=== Directions for this task ===
Copy out each entry precisely; no image belongs in the result.

=== Provided data ===
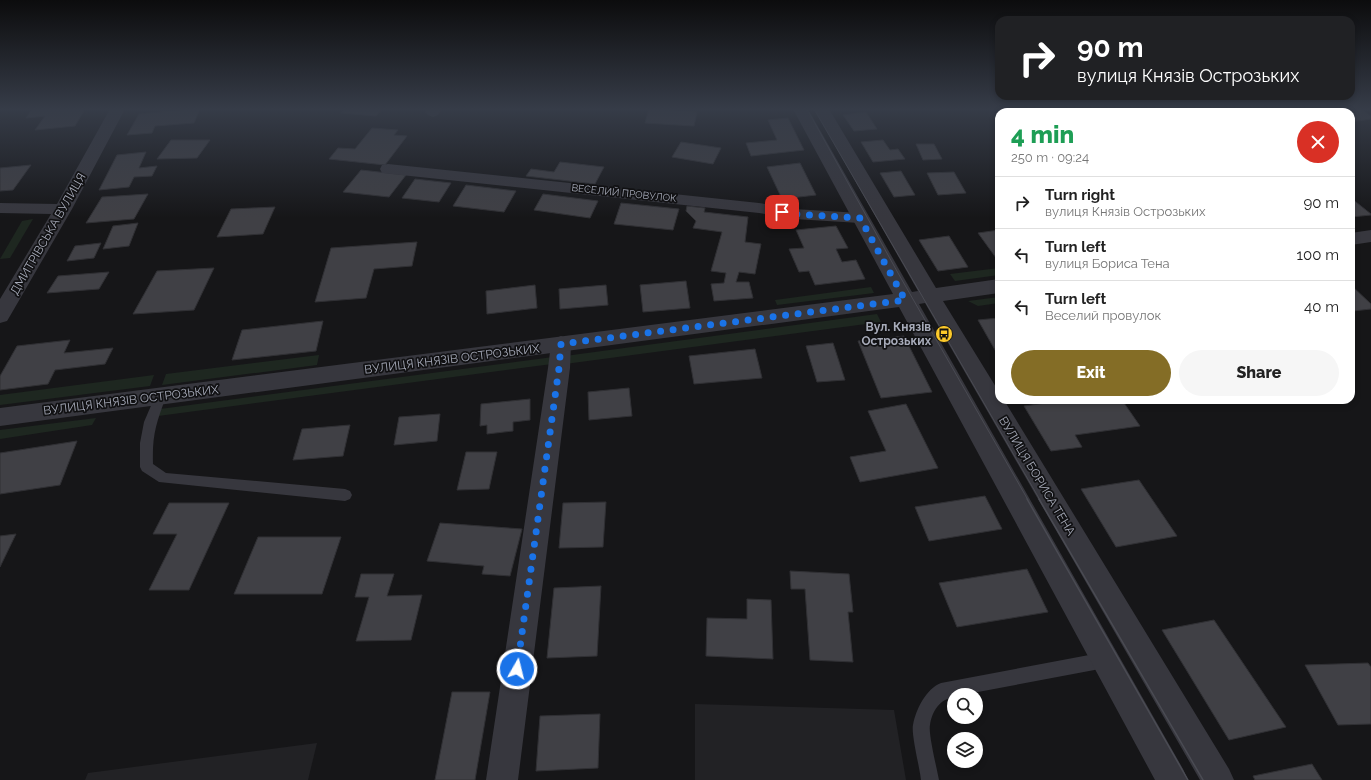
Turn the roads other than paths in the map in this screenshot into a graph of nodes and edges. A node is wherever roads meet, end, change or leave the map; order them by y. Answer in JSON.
{"nodes":[{"id":1,"x":98,"y":145,"type":"edge"},
{"id":2,"x":820,"y":145,"type":"edge"},
{"id":3,"x":842,"y":145,"type":"edge"},
{"id":4,"x":388,"y":169,"type":"dead end"},
{"id":5,"x":0,"y":208,"type":"edge"},
{"id":6,"x":63,"y":209,"type":"junction"},
{"id":7,"x":860,"y":218,"type":"junction"},
{"id":8,"x":1371,"y":236,"type":"edge"},
{"id":9,"x":1355,"y":238,"type":"edge"},
{"id":10,"x":995,"y":287,"type":"edge"},
{"id":11,"x":930,"y":296,"type":"junction"},
{"id":12,"x":905,"y":300,"type":"junction"},
{"id":13,"x":0,"y":316,"type":"edge"},
{"id":14,"x":561,"y":344,"type":"junction"},
{"id":15,"x":160,"y":397,"type":"junction"},
{"id":16,"x":0,"y":417,"type":"edge"},
{"id":17,"x":345,"y":495,"type":"dead end"},
{"id":18,"x":1105,"y":660,"type":"junction"},
{"id":19,"x":502,"y":780,"type":"edge"},
{"id":20,"x":930,"y":780,"type":"edge"},
{"id":21,"x":1172,"y":780,"type":"edge"},
{"id":22,"x":1218,"y":780,"type":"edge"}],
"edges":[{"from":1,"to":6,"type":"street","name":"ДМИТРІВСЬКА ВУЛИЦЯ"},
{"from":2,"to":7,"type":"street"},
{"from":3,"to":11,"type":"street","name":"ВУЛИЦЯ БОРИСА ТЕНА"},
{"from":4,"to":7,"type":"street","name":"ВЕСЕЛИЙ ПРОВУЛОК"},
{"from":5,"to":6,"type":"street"},
{"from":6,"to":13,"type":"street","name":"ДМИТРІВСЬКА ВУЛИЦЯ"},
{"from":7,"to":12,"type":"street"},
{"from":8,"to":9,"type":"street"},
{"from":10,"to":11,"type":"street","name":"ВУЛИЦЯ КНЯЗІВ ОСТРОЗЬКИХ"},
{"from":11,"to":12,"type":"street","name":"ВУЛИЦЯ КНЯЗІВ ОСТРОЗЬКИХ"},
{"from":11,"to":22,"type":"street","name":"ВУЛИЦЯ БОРИСА ТЕНА"},
{"from":12,"to":14,"type":"street","name":"ВУЛИЦЯ КНЯЗІВ ОСТРОЗЬКИХ"},
{"from":12,"to":18,"type":"street"},
{"from":14,"to":15,"type":"street","name":"ВУЛИЦЯ КНЯЗІВ ОСТРОЗЬКИХ"},
{"from":14,"to":19,"type":"street"},
{"from":15,"to":16,"type":"street","name":"ВУЛИЦЯ КНЯЗІВ ОСТРОЗЬКИХ"},
{"from":15,"to":17,"type":"lane"},
{"from":18,"to":20,"type":"lane"},
{"from":18,"to":21,"type":"street"}]}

=== Task solution ===
Turn the roads other than paths in the map in this screenshot into a graph of nodes and edges. A node is wherever roads meet, end, change or leave the map; order them by y. Answer in JSON.
{"nodes":[{"id":1,"x":98,"y":145,"type":"edge"},
{"id":2,"x":820,"y":145,"type":"edge"},
{"id":3,"x":842,"y":145,"type":"edge"},
{"id":4,"x":388,"y":169,"type":"dead end"},
{"id":5,"x":0,"y":208,"type":"edge"},
{"id":6,"x":63,"y":209,"type":"junction"},
{"id":7,"x":860,"y":218,"type":"junction"},
{"id":8,"x":1371,"y":236,"type":"edge"},
{"id":9,"x":1355,"y":238,"type":"edge"},
{"id":10,"x":995,"y":287,"type":"edge"},
{"id":11,"x":930,"y":296,"type":"junction"},
{"id":12,"x":905,"y":300,"type":"junction"},
{"id":13,"x":0,"y":316,"type":"edge"},
{"id":14,"x":561,"y":344,"type":"junction"},
{"id":15,"x":160,"y":397,"type":"junction"},
{"id":16,"x":0,"y":417,"type":"edge"},
{"id":17,"x":345,"y":495,"type":"dead end"},
{"id":18,"x":1105,"y":660,"type":"junction"},
{"id":19,"x":502,"y":780,"type":"edge"},
{"id":20,"x":930,"y":780,"type":"edge"},
{"id":21,"x":1172,"y":780,"type":"edge"},
{"id":22,"x":1218,"y":780,"type":"edge"}],
"edges":[{"from":1,"to":6,"type":"street","name":"ДМИТРІВСЬКА ВУЛИЦЯ"},
{"from":2,"to":7,"type":"street"},
{"from":3,"to":11,"type":"street","name":"ВУЛИЦЯ БОРИСА ТЕНА"},
{"from":4,"to":7,"type":"street","name":"ВЕСЕЛИЙ ПРОВУЛОК"},
{"from":5,"to":6,"type":"street"},
{"from":6,"to":13,"type":"street","name":"ДМИТРІВСЬКА ВУЛИЦЯ"},
{"from":7,"to":12,"type":"street"},
{"from":8,"to":9,"type":"street"},
{"from":10,"to":11,"type":"street","name":"ВУЛИЦЯ КНЯЗІВ ОСТРОЗЬКИХ"},
{"from":11,"to":12,"type":"street","name":"ВУЛИЦЯ КНЯЗІВ ОСТРОЗЬКИХ"},
{"from":11,"to":22,"type":"street","name":"ВУЛИЦЯ БОРИСА ТЕНА"},
{"from":12,"to":14,"type":"street","name":"ВУЛИЦЯ КНЯЗІВ ОСТРОЗЬКИХ"},
{"from":12,"to":18,"type":"street"},
{"from":14,"to":15,"type":"street","name":"ВУЛИЦЯ КНЯЗІВ ОСТРОЗЬКИХ"},
{"from":14,"to":19,"type":"street"},
{"from":15,"to":16,"type":"street","name":"ВУЛИЦЯ КНЯЗІВ ОСТРОЗЬКИХ"},
{"from":15,"to":17,"type":"lane"},
{"from":18,"to":20,"type":"lane"},
{"from":18,"to":21,"type":"street"}]}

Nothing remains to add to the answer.